**Task to carry out:**
Pull every line with "CARTAGENA" from the data below and copy it.

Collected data
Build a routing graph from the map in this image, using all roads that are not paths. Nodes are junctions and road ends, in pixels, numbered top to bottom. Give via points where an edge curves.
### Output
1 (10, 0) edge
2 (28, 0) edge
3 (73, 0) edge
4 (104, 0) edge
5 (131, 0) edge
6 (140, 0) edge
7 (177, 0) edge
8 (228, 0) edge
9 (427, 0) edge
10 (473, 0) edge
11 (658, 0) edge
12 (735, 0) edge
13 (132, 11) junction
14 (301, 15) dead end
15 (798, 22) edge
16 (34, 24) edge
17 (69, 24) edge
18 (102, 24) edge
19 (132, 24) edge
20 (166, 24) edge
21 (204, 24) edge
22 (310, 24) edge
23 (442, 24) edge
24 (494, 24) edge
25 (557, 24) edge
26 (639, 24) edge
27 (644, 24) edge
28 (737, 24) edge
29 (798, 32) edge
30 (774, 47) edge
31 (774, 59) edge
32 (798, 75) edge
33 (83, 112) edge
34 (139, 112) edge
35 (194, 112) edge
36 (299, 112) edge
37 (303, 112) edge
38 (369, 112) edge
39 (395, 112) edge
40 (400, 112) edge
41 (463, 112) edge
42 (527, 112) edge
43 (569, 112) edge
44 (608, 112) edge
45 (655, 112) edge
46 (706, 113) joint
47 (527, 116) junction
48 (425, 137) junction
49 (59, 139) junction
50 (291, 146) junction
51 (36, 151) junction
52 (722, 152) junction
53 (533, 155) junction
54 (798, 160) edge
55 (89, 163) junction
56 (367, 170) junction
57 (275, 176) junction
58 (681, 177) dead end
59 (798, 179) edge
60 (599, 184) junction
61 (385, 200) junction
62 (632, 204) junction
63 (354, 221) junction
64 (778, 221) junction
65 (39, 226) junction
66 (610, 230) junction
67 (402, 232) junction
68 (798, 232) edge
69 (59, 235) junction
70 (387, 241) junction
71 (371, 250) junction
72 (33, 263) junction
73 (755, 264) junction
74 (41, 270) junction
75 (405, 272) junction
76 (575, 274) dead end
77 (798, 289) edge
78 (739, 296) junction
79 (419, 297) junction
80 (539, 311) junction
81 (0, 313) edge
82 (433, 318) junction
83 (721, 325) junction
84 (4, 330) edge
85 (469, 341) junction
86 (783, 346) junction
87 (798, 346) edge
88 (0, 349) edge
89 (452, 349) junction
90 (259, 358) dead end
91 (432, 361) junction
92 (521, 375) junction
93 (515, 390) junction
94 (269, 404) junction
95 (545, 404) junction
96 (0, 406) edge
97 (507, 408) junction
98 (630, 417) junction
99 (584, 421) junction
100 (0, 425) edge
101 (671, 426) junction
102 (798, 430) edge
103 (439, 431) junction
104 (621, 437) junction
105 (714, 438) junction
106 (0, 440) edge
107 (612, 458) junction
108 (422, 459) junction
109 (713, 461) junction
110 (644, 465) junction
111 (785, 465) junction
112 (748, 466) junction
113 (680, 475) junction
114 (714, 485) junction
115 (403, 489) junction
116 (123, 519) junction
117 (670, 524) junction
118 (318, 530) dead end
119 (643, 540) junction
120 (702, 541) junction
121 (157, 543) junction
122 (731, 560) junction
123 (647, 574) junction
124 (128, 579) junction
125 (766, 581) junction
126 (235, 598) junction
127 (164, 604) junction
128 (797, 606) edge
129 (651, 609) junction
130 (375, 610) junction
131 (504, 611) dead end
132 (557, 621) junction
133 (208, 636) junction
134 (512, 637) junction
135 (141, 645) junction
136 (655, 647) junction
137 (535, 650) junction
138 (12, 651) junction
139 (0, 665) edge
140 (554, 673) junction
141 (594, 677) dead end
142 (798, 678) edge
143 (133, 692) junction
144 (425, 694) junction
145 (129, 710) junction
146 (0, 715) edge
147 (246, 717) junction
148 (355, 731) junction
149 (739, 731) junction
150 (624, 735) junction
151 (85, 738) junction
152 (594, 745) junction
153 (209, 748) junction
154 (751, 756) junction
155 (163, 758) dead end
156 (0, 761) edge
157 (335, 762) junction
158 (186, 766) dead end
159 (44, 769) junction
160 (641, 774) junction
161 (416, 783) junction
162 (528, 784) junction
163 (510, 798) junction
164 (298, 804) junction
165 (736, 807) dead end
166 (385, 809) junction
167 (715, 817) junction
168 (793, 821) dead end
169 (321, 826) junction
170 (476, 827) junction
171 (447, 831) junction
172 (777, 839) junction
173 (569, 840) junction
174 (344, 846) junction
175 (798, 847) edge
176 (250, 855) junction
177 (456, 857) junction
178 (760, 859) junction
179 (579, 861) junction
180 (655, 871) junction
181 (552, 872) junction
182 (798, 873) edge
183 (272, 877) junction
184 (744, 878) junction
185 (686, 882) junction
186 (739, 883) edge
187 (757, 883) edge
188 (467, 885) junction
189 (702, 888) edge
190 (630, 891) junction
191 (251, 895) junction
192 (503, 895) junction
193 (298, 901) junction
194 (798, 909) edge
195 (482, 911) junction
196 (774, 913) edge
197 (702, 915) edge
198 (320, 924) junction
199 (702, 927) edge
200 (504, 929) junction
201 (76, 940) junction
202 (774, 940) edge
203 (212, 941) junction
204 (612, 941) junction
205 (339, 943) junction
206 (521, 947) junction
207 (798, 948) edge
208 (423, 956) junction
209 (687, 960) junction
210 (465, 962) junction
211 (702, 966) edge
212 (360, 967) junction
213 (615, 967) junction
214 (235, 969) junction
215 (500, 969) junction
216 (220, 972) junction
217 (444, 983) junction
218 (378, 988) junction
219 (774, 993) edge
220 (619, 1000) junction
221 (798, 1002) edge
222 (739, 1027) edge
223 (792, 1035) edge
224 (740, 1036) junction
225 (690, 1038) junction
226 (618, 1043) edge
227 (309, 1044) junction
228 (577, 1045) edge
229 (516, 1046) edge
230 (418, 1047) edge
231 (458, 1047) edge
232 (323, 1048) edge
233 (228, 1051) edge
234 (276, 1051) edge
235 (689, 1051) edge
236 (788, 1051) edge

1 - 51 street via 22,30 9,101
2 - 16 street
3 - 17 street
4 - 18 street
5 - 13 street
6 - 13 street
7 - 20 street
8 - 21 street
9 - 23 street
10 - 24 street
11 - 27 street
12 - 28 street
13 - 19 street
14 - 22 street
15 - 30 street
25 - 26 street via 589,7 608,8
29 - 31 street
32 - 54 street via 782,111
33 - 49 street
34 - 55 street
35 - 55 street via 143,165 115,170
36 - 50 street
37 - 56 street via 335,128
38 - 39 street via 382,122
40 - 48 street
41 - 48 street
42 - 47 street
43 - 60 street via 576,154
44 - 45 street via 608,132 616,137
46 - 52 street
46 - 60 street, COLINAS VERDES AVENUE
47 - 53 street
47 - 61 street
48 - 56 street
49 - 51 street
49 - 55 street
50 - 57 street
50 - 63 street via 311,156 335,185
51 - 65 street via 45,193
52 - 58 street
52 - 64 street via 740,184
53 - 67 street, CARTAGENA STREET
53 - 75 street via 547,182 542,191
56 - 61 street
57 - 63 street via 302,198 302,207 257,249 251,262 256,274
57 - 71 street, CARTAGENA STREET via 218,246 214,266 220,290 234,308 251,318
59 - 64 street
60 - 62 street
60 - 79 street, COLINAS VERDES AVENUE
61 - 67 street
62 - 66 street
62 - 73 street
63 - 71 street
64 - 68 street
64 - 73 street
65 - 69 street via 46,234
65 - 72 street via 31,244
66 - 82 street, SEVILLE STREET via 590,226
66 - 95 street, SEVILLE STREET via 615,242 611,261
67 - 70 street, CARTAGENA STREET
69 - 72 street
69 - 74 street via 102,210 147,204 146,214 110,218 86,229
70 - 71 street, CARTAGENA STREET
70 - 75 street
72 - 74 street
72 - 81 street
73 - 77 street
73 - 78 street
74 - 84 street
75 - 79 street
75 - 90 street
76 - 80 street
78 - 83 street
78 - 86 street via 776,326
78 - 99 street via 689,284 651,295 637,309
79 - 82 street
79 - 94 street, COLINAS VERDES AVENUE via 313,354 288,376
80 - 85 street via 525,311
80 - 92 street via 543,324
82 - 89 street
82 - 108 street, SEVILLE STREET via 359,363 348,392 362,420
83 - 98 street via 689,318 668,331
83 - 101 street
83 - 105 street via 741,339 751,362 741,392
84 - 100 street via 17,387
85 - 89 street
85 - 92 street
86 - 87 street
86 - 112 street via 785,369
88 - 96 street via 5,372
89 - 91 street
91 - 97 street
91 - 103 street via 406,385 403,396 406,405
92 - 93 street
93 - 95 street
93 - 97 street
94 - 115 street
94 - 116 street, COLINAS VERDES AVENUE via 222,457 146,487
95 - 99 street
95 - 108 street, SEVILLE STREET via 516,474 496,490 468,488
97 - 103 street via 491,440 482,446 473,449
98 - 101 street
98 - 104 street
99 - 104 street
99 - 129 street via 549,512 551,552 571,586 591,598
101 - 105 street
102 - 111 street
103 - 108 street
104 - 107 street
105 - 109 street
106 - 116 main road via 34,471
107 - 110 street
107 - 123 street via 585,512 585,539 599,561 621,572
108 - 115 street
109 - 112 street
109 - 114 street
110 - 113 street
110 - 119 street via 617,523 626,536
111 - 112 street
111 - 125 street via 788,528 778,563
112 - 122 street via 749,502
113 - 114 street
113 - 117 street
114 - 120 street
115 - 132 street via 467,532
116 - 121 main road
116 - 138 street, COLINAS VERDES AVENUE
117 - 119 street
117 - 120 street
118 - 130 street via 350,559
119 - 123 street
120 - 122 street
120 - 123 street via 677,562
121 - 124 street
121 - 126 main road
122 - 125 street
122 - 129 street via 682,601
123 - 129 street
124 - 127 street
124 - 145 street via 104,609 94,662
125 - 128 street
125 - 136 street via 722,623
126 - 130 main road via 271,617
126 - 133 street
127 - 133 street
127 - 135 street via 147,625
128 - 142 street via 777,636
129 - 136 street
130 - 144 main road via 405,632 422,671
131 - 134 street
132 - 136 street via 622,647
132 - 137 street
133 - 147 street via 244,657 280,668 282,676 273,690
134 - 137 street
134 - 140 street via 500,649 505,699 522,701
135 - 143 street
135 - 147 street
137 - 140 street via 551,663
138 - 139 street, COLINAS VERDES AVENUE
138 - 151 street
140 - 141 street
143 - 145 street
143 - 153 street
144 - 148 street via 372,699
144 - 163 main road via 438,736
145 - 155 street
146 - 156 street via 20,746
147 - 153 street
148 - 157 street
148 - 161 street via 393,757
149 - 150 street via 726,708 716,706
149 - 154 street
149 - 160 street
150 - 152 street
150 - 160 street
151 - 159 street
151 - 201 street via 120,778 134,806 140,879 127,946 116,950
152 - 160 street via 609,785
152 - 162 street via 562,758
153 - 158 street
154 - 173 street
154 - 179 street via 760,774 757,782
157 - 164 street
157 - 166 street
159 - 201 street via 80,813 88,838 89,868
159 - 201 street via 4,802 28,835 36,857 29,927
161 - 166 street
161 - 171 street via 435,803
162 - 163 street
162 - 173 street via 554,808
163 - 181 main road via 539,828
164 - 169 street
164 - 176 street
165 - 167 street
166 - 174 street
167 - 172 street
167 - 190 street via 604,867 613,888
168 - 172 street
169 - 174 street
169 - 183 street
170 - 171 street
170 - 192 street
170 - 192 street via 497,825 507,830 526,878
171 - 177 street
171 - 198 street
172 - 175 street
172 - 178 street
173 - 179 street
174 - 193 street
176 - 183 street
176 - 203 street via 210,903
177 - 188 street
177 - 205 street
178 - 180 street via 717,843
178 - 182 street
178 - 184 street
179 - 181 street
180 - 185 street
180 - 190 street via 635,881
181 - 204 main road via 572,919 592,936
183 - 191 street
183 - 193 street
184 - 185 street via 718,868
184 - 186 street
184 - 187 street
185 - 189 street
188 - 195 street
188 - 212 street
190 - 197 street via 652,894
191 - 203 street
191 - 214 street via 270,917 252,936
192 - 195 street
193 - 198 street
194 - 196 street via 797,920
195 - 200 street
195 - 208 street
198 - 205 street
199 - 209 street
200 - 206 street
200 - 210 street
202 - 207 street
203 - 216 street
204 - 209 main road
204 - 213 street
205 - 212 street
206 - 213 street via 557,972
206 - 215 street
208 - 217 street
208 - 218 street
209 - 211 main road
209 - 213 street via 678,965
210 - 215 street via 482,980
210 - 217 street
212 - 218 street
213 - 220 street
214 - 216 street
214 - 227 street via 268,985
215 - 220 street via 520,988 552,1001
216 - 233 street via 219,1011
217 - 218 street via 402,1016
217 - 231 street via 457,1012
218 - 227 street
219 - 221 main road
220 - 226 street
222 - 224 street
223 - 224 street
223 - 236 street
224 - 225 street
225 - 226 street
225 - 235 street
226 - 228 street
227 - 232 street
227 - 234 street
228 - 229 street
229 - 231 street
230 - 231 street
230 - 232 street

**Task output:**
53 - 67 street, CARTAGENA STREET
57 - 71 street, CARTAGENA STREET via 218,246 214,266 220,290 234,308 251,318
67 - 70 street, CARTAGENA STREET
70 - 71 street, CARTAGENA STREET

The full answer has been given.